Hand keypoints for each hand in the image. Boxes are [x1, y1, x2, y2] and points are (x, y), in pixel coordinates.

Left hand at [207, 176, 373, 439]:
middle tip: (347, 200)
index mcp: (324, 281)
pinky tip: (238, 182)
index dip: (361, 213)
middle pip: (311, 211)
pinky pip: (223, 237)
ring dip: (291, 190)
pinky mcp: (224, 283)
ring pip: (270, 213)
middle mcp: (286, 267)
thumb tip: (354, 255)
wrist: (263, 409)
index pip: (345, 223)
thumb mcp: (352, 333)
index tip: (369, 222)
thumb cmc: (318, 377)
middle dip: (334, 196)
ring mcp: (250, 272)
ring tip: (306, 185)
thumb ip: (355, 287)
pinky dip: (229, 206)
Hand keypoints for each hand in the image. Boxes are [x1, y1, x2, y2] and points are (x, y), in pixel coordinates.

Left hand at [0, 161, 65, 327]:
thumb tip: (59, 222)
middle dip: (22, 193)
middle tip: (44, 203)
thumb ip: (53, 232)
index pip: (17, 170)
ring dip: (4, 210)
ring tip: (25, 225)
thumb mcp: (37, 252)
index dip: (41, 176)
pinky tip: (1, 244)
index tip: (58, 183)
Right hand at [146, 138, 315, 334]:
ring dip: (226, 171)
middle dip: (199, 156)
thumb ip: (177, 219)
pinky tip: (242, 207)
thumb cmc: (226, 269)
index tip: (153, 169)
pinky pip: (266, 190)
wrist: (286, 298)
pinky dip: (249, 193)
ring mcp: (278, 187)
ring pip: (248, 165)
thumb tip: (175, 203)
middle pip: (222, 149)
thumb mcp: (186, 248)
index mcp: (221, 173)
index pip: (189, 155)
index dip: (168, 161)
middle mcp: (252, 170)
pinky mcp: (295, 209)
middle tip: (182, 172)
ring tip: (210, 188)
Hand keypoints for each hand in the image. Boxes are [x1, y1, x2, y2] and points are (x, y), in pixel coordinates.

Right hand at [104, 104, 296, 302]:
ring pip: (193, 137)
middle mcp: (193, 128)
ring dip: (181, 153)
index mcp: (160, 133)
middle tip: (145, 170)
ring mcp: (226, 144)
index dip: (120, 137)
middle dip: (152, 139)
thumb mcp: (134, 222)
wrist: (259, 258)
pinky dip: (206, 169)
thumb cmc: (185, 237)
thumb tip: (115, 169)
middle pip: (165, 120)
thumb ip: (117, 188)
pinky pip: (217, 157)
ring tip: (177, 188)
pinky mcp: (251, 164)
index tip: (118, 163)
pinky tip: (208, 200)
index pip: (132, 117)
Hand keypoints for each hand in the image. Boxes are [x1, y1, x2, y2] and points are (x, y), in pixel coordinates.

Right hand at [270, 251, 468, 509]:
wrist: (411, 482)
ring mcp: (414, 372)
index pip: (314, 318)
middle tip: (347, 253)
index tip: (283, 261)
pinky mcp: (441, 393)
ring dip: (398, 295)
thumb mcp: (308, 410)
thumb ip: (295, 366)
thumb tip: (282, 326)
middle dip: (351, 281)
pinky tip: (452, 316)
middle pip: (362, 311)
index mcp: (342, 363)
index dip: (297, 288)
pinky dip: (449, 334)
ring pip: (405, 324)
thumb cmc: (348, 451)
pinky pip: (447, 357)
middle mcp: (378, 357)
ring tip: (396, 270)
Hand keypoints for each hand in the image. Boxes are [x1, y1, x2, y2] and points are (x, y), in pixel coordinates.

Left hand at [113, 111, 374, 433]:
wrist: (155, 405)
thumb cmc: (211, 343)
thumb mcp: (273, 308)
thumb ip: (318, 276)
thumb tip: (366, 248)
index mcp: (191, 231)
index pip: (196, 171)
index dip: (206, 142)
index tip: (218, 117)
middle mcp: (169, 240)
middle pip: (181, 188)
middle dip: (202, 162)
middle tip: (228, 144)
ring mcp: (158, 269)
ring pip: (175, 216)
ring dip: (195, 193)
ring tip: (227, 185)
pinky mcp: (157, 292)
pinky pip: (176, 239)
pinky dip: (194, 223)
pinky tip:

____

* [YOUR TASK]
Out of the records, collect only those lines that contain the string "Right".

* [OUTPUT]
Right hand at [146, 138, 315, 334]:
Right hand at [104, 104, 296, 302]:
Right hand at [270, 251, 468, 509]:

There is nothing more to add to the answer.